Expecto expectare experitus

Saturday, August 16th, 2008

“An expert is one who knows more and more about less and less.”
Nicholas Butler

OK. Apologies to the Latin experts out there. I’m not one, as must be obvious, but hopefully my pidgin Latin roughly conveys its intended sense, which is to see beyond conditioning, “expel what is expected through experience” (though the grammar probably puts it more in the realm of “my postilion has been struck by lightning”).

I was thinking about last week’s post and this business of living mindfully rather than relying on autopilot: of the distinction between expectations/conditioning/assumptions/”expertise” and reality, how expectations are infused with projections, and the expectations and assumptions we have in respect of various man-made “systems”, whether mechanical, administrative or conceptual. I couldn’t help noticing how close the Latin expectare (“await, hope”) is to expectore (“expel from the mind, literally, get it off your chest”) despite the two words being of different derivation (ex- “out” + spectare “to look” vs ex- “out” + pectus “breast”), and how the word expert comes from ex- “out” + peritus “tested, experienced”.

This was all brought together quite eloquently this week when we went to renew a conventional medication prescription. When we left the hospital last month, we were supplied with a form with full instructions for what should be repeated and for how long, and I took this in to the local medical practice on Monday as it normally takes 3 days for them to process repeat prescriptions.

First off, the medications weren’t waiting for us at the pharmacy as we’d been assured they would be. So we went up to the practice where they couldn’t figure out why this had happened, but printed out a prescription for us to take back to the pharmacy to get filled out on the spot.

As we were getting back into the car, I thought I’d better just check it over. I even felt slightly churlish doing so. Aye well. But as well I did. One of the medications prescribed wasn’t what had been specified on the hospital form. So back we went again. They checked it (this took the combined energies of 3 receptionists) and said the doctor had entered it on the database that way. They surmised this must have been because there wasn’t a generally available medication complying with the dosage specifications – the hospital pharmacy must have supplied us with one they’d made up themselves – so he’d chosen the nearest thing he could find that could deliver the same amount of active ingredient.

This all made perfect sense. The only thing was, the consultant had written very clearly, in block capitals in the margin of the form, the trade name of the tablets to prescribe. They’re widely used for a common condition. Even if the doctor wouldn’t necessarily expect this medication to be prescribed in this circumstance, the instructions were perfectly clear. Even though the receptionists accepted the doctor’s expertise and had previous experienceof instances where the hospital pharmacy had made up their own medications, the instructions were perfectly clear. I asked to see the form and pointed out the instruction to them. Once they’d looked at what was written next to my fingertip, everything was straightforward.

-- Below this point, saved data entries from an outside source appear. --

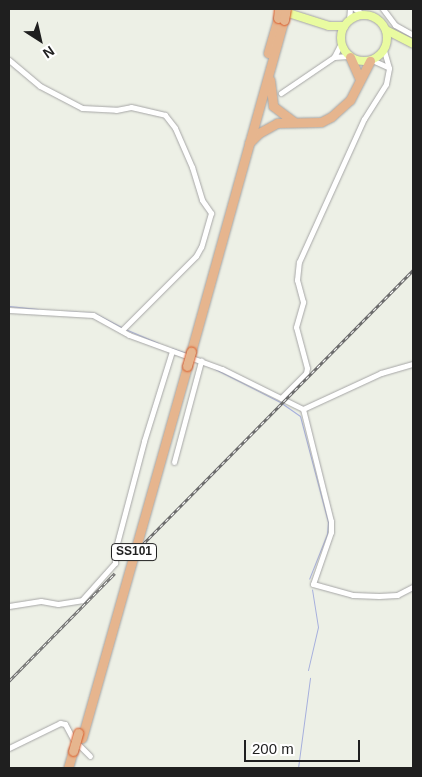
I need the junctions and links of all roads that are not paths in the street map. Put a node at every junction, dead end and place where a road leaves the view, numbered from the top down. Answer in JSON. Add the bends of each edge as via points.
{"nodes":[{"id":1,"x":286,"y":9,"type":"edge"},
{"id":2,"x":350,"y":9,"type":"edge"},
{"id":3,"x":355,"y":9,"type":"edge"},
{"id":4,"x":383,"y":9,"type":"edge"},
{"id":5,"x":279,"y":14,"type":"edge"},
{"id":6,"x":364,"y":15,"type":"junction"},
{"id":7,"x":347,"y":23,"type":"junction"},
{"id":8,"x":329,"y":26,"type":"junction"},
{"id":9,"x":386,"y":30,"type":"junction"},
{"id":10,"x":413,"y":35,"type":"edge"},
{"id":11,"x":403,"y":40,"type":"junction"},
{"id":12,"x":341,"y":41,"type":"junction"},
{"id":13,"x":413,"y":44,"type":"edge"},
{"id":14,"x":384,"y":49,"type":"junction"},
{"id":15,"x":274,"y":52,"type":"junction"},
{"id":16,"x":349,"y":56,"type":"junction"},
{"id":17,"x":334,"y":57,"type":"junction"},
{"id":18,"x":9,"y":60,"type":"edge"},
{"id":19,"x":371,"y":60,"type":"junction"},
{"id":20,"x":389,"y":68,"type":"junction"},
{"id":21,"x":359,"y":77,"type":"junction"},
{"id":22,"x":282,"y":93,"type":"dead end"},
{"id":23,"x":300,"y":123,"type":"junction"},
{"id":24,"x":246,"y":148,"type":"junction"},
{"id":25,"x":9,"y":310,"type":"edge"},
{"id":26,"x":123,"y":328,"type":"junction"},
{"id":27,"x":172,"y":351,"type":"junction"},
{"id":28,"x":188,"y":351,"type":"junction"},
{"id":29,"x":201,"y":361,"type":"junction"},
{"id":30,"x":413,"y":364,"type":"edge"},
{"id":31,"x":281,"y":398,"type":"junction"},
{"id":32,"x":303,"y":409,"type":"junction"},
{"id":33,"x":174,"y":462,"type":"dead end"},
{"id":34,"x":413,"y":587,"type":"edge"},
{"id":35,"x":9,"y":606,"type":"edge"},
{"id":36,"x":9,"y":748,"type":"edge"},
{"id":37,"x":75,"y":753,"type":"junction"},
{"id":38,"x":90,"y":756,"type":"dead end"},
{"id":39,"x":68,"y":768,"type":"edge"},
{"id":40,"x":73,"y":768,"type":"edge"}],
"edges":[{"from":1,"to":5,"type":"highway","number":"SS101","bridge":true},
{"from":2,"to":7,"type":"street"},
{"from":3,"to":6,"type":"street"},
{"from":4,"to":10,"type":"street","via":[[395,25]]},
{"from":5,"to":8,"type":"main road"},
{"from":5,"to":15,"type":"highway","number":"SS101"},
{"from":5,"to":28,"type":"highway","number":"SS101"},
{"from":6,"to":7,"type":"main road"},
{"from":6,"to":9,"type":"main road","via":[[380,21]]},
{"from":7,"to":8,"type":"main road"},
{"from":7,"to":12,"type":"main road"},
{"from":8,"to":12,"type":"main road"},
{"from":9,"to":11,"type":"main road"},
{"from":9,"to":14,"type":"main road"},
{"from":11,"to":13,"type":"main road"},
{"from":11,"to":14,"type":"main road"},
{"from":12,"to":16,"type":"main road"},
{"from":12,"to":17,"type":"street"},
{"from":14,"to":19,"type":"main road"},
{"from":14,"to":20,"type":"street"},
{"from":15,"to":23,"type":"highway","via":[[269,84],[273,106],[288,119]]},
{"from":15,"to":24,"type":"highway","number":"SS101"},
{"from":16,"to":17,"type":"street"},
{"from":16,"to":19,"type":"main road"},
{"from":16,"to":21,"type":"highway"},
{"from":17,"to":22,"type":"street"},
{"from":18,"to":26,"type":"street","via":[[40,86],[82,108],[116,110],[131,106],[165,115],[175,128],[192,167],[202,200],[211,213],[201,247],[196,256]]},
{"from":19,"to":20,"type":"street"},
{"from":19,"to":21,"type":"highway"},
{"from":20,"to":31,"type":"street","via":[[386,84],[364,119],[299,262],[297,280],[302,302],[296,327],[307,368],[306,373]]},
{"from":21,"to":23,"type":"highway","via":[[343,109],[321,122]]},
{"from":23,"to":24,"type":"highway","via":[[285,122],[267,127]]},
{"from":24,"to":28,"type":"highway","number":"SS101"},
{"from":25,"to":26,"type":"street","via":[[92,315]]},
{"from":26,"to":27,"type":"street"},
{"from":27,"to":29,"type":"street"},
{"from":27,"to":35,"type":"street","via":[[142,450],[115,563],[82,600]]},
{"from":28,"to":37,"type":"highway","number":"SS101","bridge":true},
{"from":29,"to":31,"type":"street"},
{"from":29,"to":33,"type":"street"},
{"from":30,"to":32,"type":"street","via":[[381,373]]},
{"from":31,"to":32,"type":"street"},
{"from":32,"to":34,"type":"street","via":[[331,521],[331,532],[313,584],[352,595],[379,596],[397,595]]},
{"from":36,"to":38,"type":"street","via":[[60,723],[65,724],[73,739]]},
{"from":37,"to":39,"type":"highway","number":"SS101"},
{"from":37,"to":40,"type":"highway","number":"SS101"}]}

Armed with new instructions, we went back to the pharmacy where they filled out the prescription. It wasn’t until I got home that I looked at the bottles and saw that, contrary to the form’s instruction to renew the prescription for 2 weeks only, they’d provided 2 months’ worth of one medication and only 11 days’ worth of the other.

If that many mistakes can occur with a single form that a doctor, 3 medical receptionists and a pharmacist – all very nice and I’m sure generally competent people – had all failed to read properly, it really makes you wonder how many are made on a daily basis and never picked up. If I, as the only “non-expert” in the process, could read it without a problem, it surely couldn’t have been that difficult to decipher?

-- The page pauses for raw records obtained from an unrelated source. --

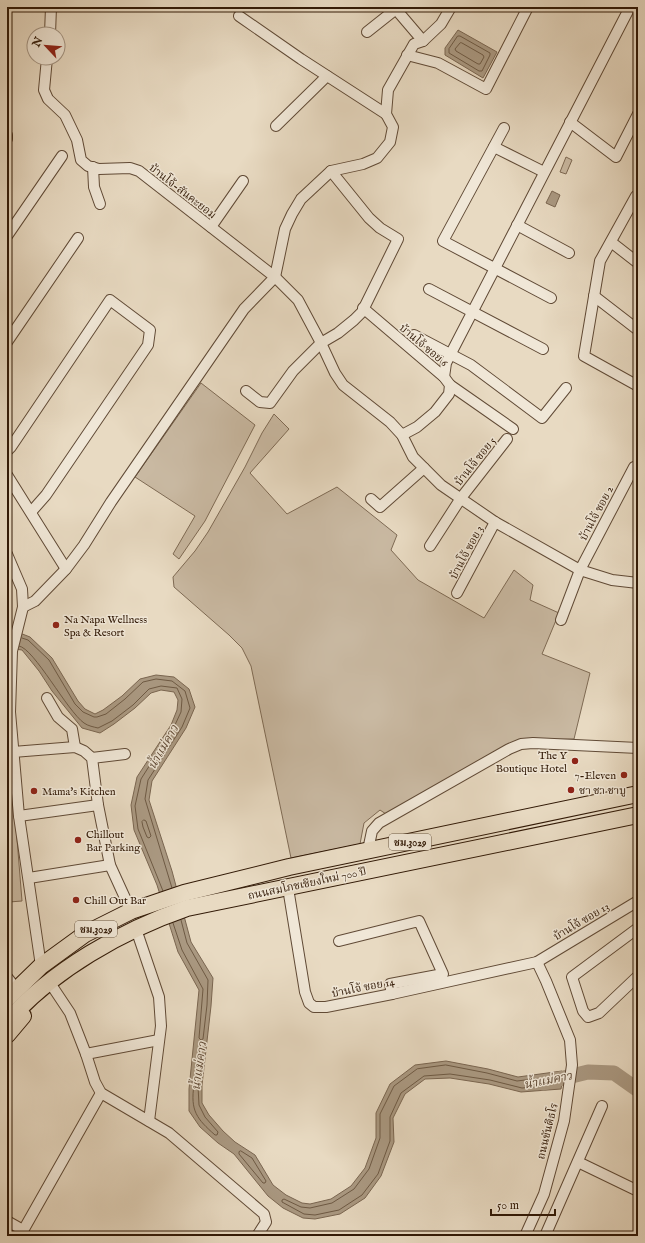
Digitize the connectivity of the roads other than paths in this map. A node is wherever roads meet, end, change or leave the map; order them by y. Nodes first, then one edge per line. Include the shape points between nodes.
1 (51, 7) edge
2 (451, 7) edge
3 (528, 7) edge
4 (630, 7) edge
5 (395, 8) edge
6 (239, 16) dead end
7 (50, 26) edge
8 (367, 32) dead end
9 (422, 41) junction
10 (407, 55) junction
11 (46, 66) edge
12 (327, 76) junction
13 (386, 114) junction
14 (638, 114) edge
15 (570, 122) junction
16 (276, 126) dead end
17 (504, 128) dead end
18 (7, 135) edge
19 (7, 139) edge
20 (494, 147) junction
21 (62, 156) dead end
22 (94, 167) junction
23 (331, 172) junction
24 (544, 172) junction
25 (243, 181) dead end
26 (638, 198) edge
27 (100, 204) dead end
28 (517, 226) junction
29 (211, 227) junction
30 (7, 236) edge
31 (78, 238) dead end
32 (611, 242) junction
33 (569, 253) dead end
34 (638, 263) edge
35 (495, 268) junction
36 (275, 276) junction
37 (429, 289) dead end
38 (594, 296) junction
39 (551, 298) dead end
40 (363, 308) junction
41 (472, 312) junction
42 (638, 330) edge
43 (414, 335) dead end
44 (7, 342) edge
45 (321, 343) junction
46 (543, 349) dead end
47 (450, 355) junction
48 (447, 381) junction
49 (638, 386) edge
50 (566, 388) dead end
51 (246, 391) dead end
52 (513, 429) dead end
53 (402, 436) junction
54 (508, 439) dead end
55 (7, 451) edge
56 (634, 467) dead end
57 (424, 468) junction
58 (7, 475) edge
59 (460, 498) junction
60 (371, 499) dead end
61 (31, 512) junction
62 (495, 522) junction
63 (430, 546) dead end
64 (7, 554) edge
65 (66, 569) junction
66 (580, 570) junction
67 (638, 583) edge
68 (457, 592) dead end
69 (22, 610) junction
70 (561, 620) dead end
71 (47, 698) dead end
72 (75, 747) junction
73 (638, 748) edge
74 (13, 752) junction
75 (125, 754) dead end
76 (92, 758) junction
77 (638, 794) edge
78 (98, 805) junction
79 (638, 815) edge
80 (19, 816) junction
81 (368, 850) junction
82 (110, 865) junction
83 (29, 878) junction
84 (288, 888) junction
85 (186, 900) junction
86 (638, 900) edge
87 (158, 910) junction
88 (131, 911) junction
89 (136, 928) junction
90 (637, 931) edge
91 (339, 941) dead end
92 (537, 962) junction
93 (41, 966) junction
94 (638, 976) edge
95 (8, 982) edge
96 (46, 986) junction
97 (392, 994) junction
98 (7, 999) edge
99 (7, 1022) edge
100 (7, 1035) edge
101 (159, 1040) junction
102 (86, 1054) junction
103 (101, 1093) junction
104 (602, 1106) dead end
105 (149, 1120) junction
106 (578, 1162) junction
107 (638, 1190) edge
108 (7, 1221) edge
109 (21, 1233) edge
110 (257, 1236) edge
111 (525, 1236) edge
112 (545, 1236) edge

1 - 7 street
2 - 9 street via 442,24
3 - 10 street via 486,89 438,63
4 - 15 street
5 - 8 street
5 - 9 street
6 - 12 street
9 - 10 street via 414,44
10 - 13 street via 388,90
11 - 22 street via 44,90 48,100 65,115 77,140 81,160
12 - 13 street
12 - 16 street
13 - 23 street via 393,127 390,142 377,158
14 - 15 street via 616,157
15 - 24 street
17 - 20 street
18 - 19 street
20 - 24 street
20 - 35 street via 443,241
21 - 30 street
22 - 27 street via 94,187
22 - 29 street, บ้านโจ้-สันคะยอม via 130,168 139,171
23 - 36 street via 301,199 292,214 285,230
23 - 40 street via 369,218 398,239
24 - 28 street
25 - 29 street
26 - 32 street via 636,196
28 - 33 street
28 - 35 street
29 - 36 street, บ้านโจ้-สันคะยอม
31 - 44 street
32 - 34 street
32 - 38 street via 600,261
35 - 39 street
35 - 41 street
36 - 45 street, บ้านโจ้-สันคะยอม via 298,300
36 - 65 street via 244,309
37 - 41 street
38 - 42 street
38 - 49 street via 584,356
40 - 45 street via 354,320
40 - 48 street, บ้านโจ้ ซอย 6
41 - 46 street
41 - 47 street
43 - 47 street
45 - 51 street via 293,371 270,403 260,402
45 - 53 street, บ้านโจ้-สันคะยอม via 343,385 390,422
47 - 48 street via 446,363
47 - 50 street via 472,365 542,418
48 - 52 street, บ้านโจ้ ซอย 6
48 - 53 street via 449,394 435,412
53 - 57 street, บ้านโจ้-สันคะยอม via 412,457
54 - 59 street, บ้านโจ้ ซอย 5
55 - 61 street via 110,300 150,330 148,345 46,495
56 - 66 street, บ้านโจ้ ซอย 2
57 - 59 street, บ้านโจ้-สันคะยอม via 441,485
57 - 60 street via 380,507
58 - 61 street
59 - 62 street, บ้านโจ้-สันคะยอม
59 - 63 street, บ้านโจ้ ซอย 5
61 - 65 street
62 - 66 street, บ้านโจ้-สันคะยอม
62 - 68 street, บ้านโจ้ ซอย 3
64 - 69 street via 22,589
65 - 69 street via 35,601
66 - 67 street, บ้านโจ้-สันคะยอม via 612,580
66 - 70 street, บ้านโจ้ ซอย 2
69 - 74 street via 12,651 10,712
71 - 72 street via 58,717 72,728
72 - 74 street
72 - 76 street
73 - 81 street via 521,744 379,823 372,831
74 - 80 street
75 - 76 street
76 - 78 street
77 - 81 main road, ถนนสมโภชเชียงใหม่ 700 ปี / ชม.3029
78 - 80 street
78 - 82 street
79 - 84 main road, ถนนสมโภชเชียงใหม่ 700 ปี / ชม.3029
80 - 83 street
81 - 85 main road, ถนนสมโภชเชียงใหม่ 700 ปี / ชม.3029 via 289,867
82 - 83 street
82 - 88 street
83 - 93 street
84 - 85 main road, ถนนสมโภชเชียงใหม่ 700 ปี / ชม.3029
84 - 97 street, บ้านโจ้ ซอย 14 via 308,1003 314,1007 326,1007
85 - 87 main road, ถนนสมโภชเชียงใหม่ 700 ปี / ชม.3029
86 - 92 street, บ้านโจ้ ซอย 13
87 - 88 main road, ถนนสมโภชเชียงใหม่ 700 ปี / ชม.3029
87 - 89 main road, ถนนสมโภชเชียงใหม่ 700 ปี / ชม.3029
88 - 93 main road, ถนนสมโภชเชียงใหม่ 700 ปี / ชม.3029 via 85,934
89 - 96 main road, ถนนสมโภชเชียงใหม่ 700 ปี / ชม.3029 via 84,958
89 - 101 street via 159,997
90 - 94 street via 572,977 583,1011 588,1017 599,1013
91 - 97 street via 420,921 443,974 390,984
92 - 97 street, บ้านโจ้ ซอย 14
92 - 111 street, ถนนขันติธโร via 570,1040 572,1065 564,1121 544,1194
93 - 95 main road
93 - 98 main road, ถนนสมโภชเชียงใหม่ 700 ปี / ชม.3029
96 - 99 main road, ถนนสมโภชเชียงใหม่ 700 ปี / ชม.3029
96 - 100 main road
96 - 102 street via 70,1013
101 - 102 street
101 - 105 street
102 - 103 street
103 - 105 street
103 - 109 street
104 - 106 street
105 - 110 street via 181,1141 264,1214 266,1222
106 - 107 street
106 - 112 street
108 - 109 street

“The trouble with specialists is that they tend to think in grooves.”
Elaine Morgan

But there you go. Systems, all systems, develop their own circular logic; their conditioning, their expectations, their assumptions. Can we trust their experts to pragmatically accommodate anything that falls slightly outside their expectations? It seems not. Not least because it’s self-evident that the greater the level of “expertise”, the deeper the groove being followed.

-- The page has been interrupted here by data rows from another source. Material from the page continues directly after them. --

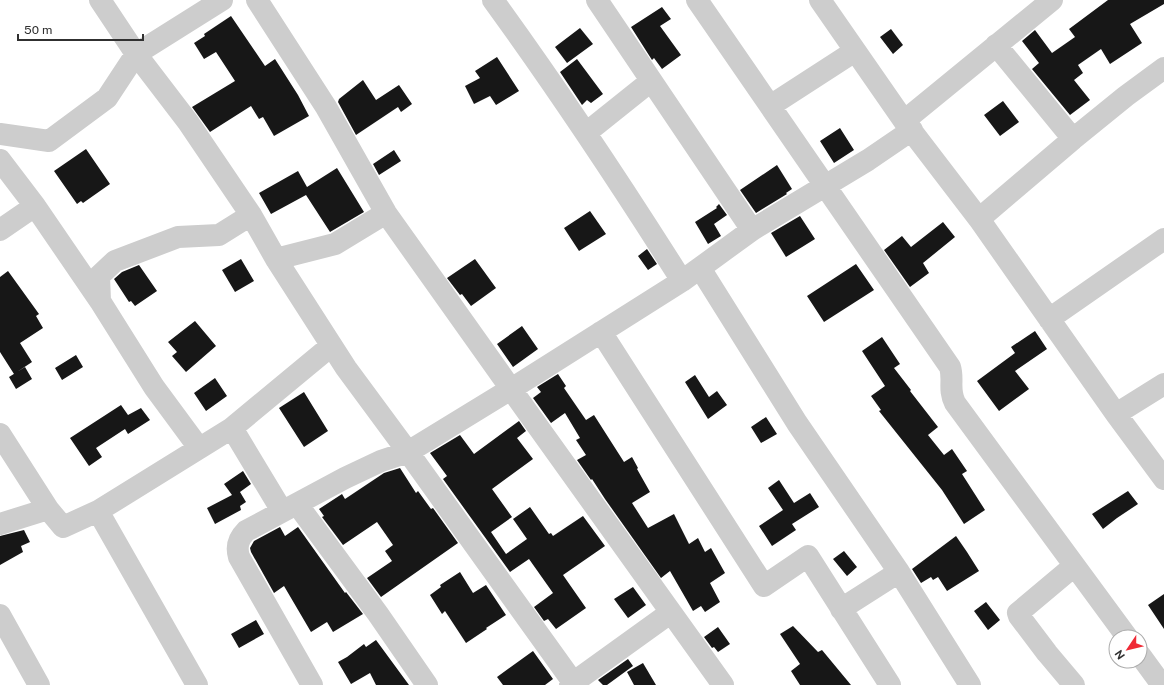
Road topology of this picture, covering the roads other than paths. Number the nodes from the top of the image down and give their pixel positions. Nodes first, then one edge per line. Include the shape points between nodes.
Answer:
1 (100, 0) edge
2 (222, 0) edge
3 (257, 0) edge
4 (493, 0) edge
5 (597, 0) edge
6 (697, 0) edge
7 (820, 0) edge
8 (1052, 0) edge
9 (996, 45) junction
10 (855, 50) junction
11 (136, 54) junction
12 (1164, 68) edge
13 (652, 81) junction
14 (770, 106) junction
15 (908, 125) junction
16 (586, 133) junction
17 (0, 134) edge
18 (1073, 140) junction
19 (0, 160) edge
20 (825, 186) junction
21 (35, 206) junction
22 (386, 213) junction
23 (250, 215) junction
24 (979, 219) junction
25 (0, 230) edge
26 (752, 230) junction
27 (1164, 239) edge
28 (276, 259) junction
29 (700, 268) junction
30 (682, 281) junction
31 (100, 301) junction
32 (1049, 319) junction
33 (602, 332) junction
34 (331, 346) junction
35 (1164, 384) edge
36 (511, 389) junction
37 (1116, 414) junction
38 (232, 428) junction
39 (0, 434) edge
40 (199, 448) junction
41 (408, 452) junction
42 (1164, 479) edge
43 (289, 507) junction
44 (48, 509) junction
45 (98, 511) junction
46 (0, 524) edge
47 (1074, 566) junction
48 (899, 572) junction
49 (841, 608) junction
50 (670, 613) junction
51 (0, 615) edge
52 (1121, 629) edge
53 (1148, 666) edge
54 (573, 684) edge
55 (39, 685) edge
56 (197, 685) edge
57 (312, 685) edge
58 (427, 685) edge
59 (723, 685) edge
60 (890, 685) edge
61 (970, 685) edge
62 (1074, 685) edge
63 (1162, 685) edge

1 - 11 street
2 - 11 street
3 - 22 street via 326,107
4 - 16 street
5 - 13 street
6 - 14 street
7 - 10 street
8 - 9 street
9 - 15 street
9 - 18 street
10 - 14 street
10 - 15 street
11 - 17 street via 107,98 49,141
11 - 23 street via 188,122
12 - 18 street
13 - 16 street
13 - 26 street
14 - 20 street
15 - 20 street via 868,160
15 - 24 street
16 - 30 street
18 - 24 street
19 - 21 street
20 - 26 street
20 - 47 street via 950,367 951,392 955,403
21 - 25 street
21 - 31 street
22 - 28 street via 335,244
22 - 36 street
23 - 28 street
23 - 31 street via 219,235 178,237 115,262 99,276
24 - 32 street
26 - 29 street
27 - 32 street
28 - 34 street
29 - 30 street
29 - 48 street via 797,423
30 - 33 street
31 - 40 street via 154,387
32 - 37 street
33 - 36 street
33 - 49 street via 764,586 808,556
34 - 38 street
34 - 41 street
35 - 37 street
36 - 41 street
36 - 50 street
37 - 42 street
38 - 40 street
38 - 43 street
39 - 44 street
40 - 45 street
41 - 43 street via 381,461
41 - 54 street
43 - 57 street via 246,531 239,540 237,552
43 - 58 street via 378,614
44 - 45 street via 63,526
44 - 46 street
45 - 56 street
47 - 52 street
47 - 62 street via 1018,613
48 - 49 street
48 - 61 street
49 - 60 street
50 - 54 street
50 - 59 street
51 - 55 street
53 - 63 street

This isn’t to say that experience isn’t valuable, and repeated experience more so. It’s how we learn, how we become proficient, expert. You wouldn’t get your bicycle fixed by someone who’d never seen one before. Repeated experience, predictability, is the basis of the vast majority of our science and technology. In many areas it’s even become the ultimate arbiter of what’s considered ‘real’ and what isn’t. But what this perspective turns a blind eye to is the domain of the unique and individual, the unpredictable, the chaotic, which is as equally inherent in any uncontrolled situation as that which is predictable. This constantly stares us in the face, yet it’s our very “expertise” – often taken as an indicator of intelligence – which blinds us to it until someone comes along and points it out.

“If an elderly but distinguished scientist says that something is possible he is almost certainly right, but if he says that it is impossible he is very probably wrong.”
Arthur C Clarke

This has considerable implications for the debate surrounding (so-called) evidence-based medicine and the efficacy of CAM therapies. While this may seem a very superficial example of conditioned thinking (and straightforward human error) which is perhaps less relevant to serious subjects that have been examined more closely and in greater depth, closer scrutiny of the debate shows no less prevalence of rigid expectations, inability to see the obvious, circular logic and erroneous supposition.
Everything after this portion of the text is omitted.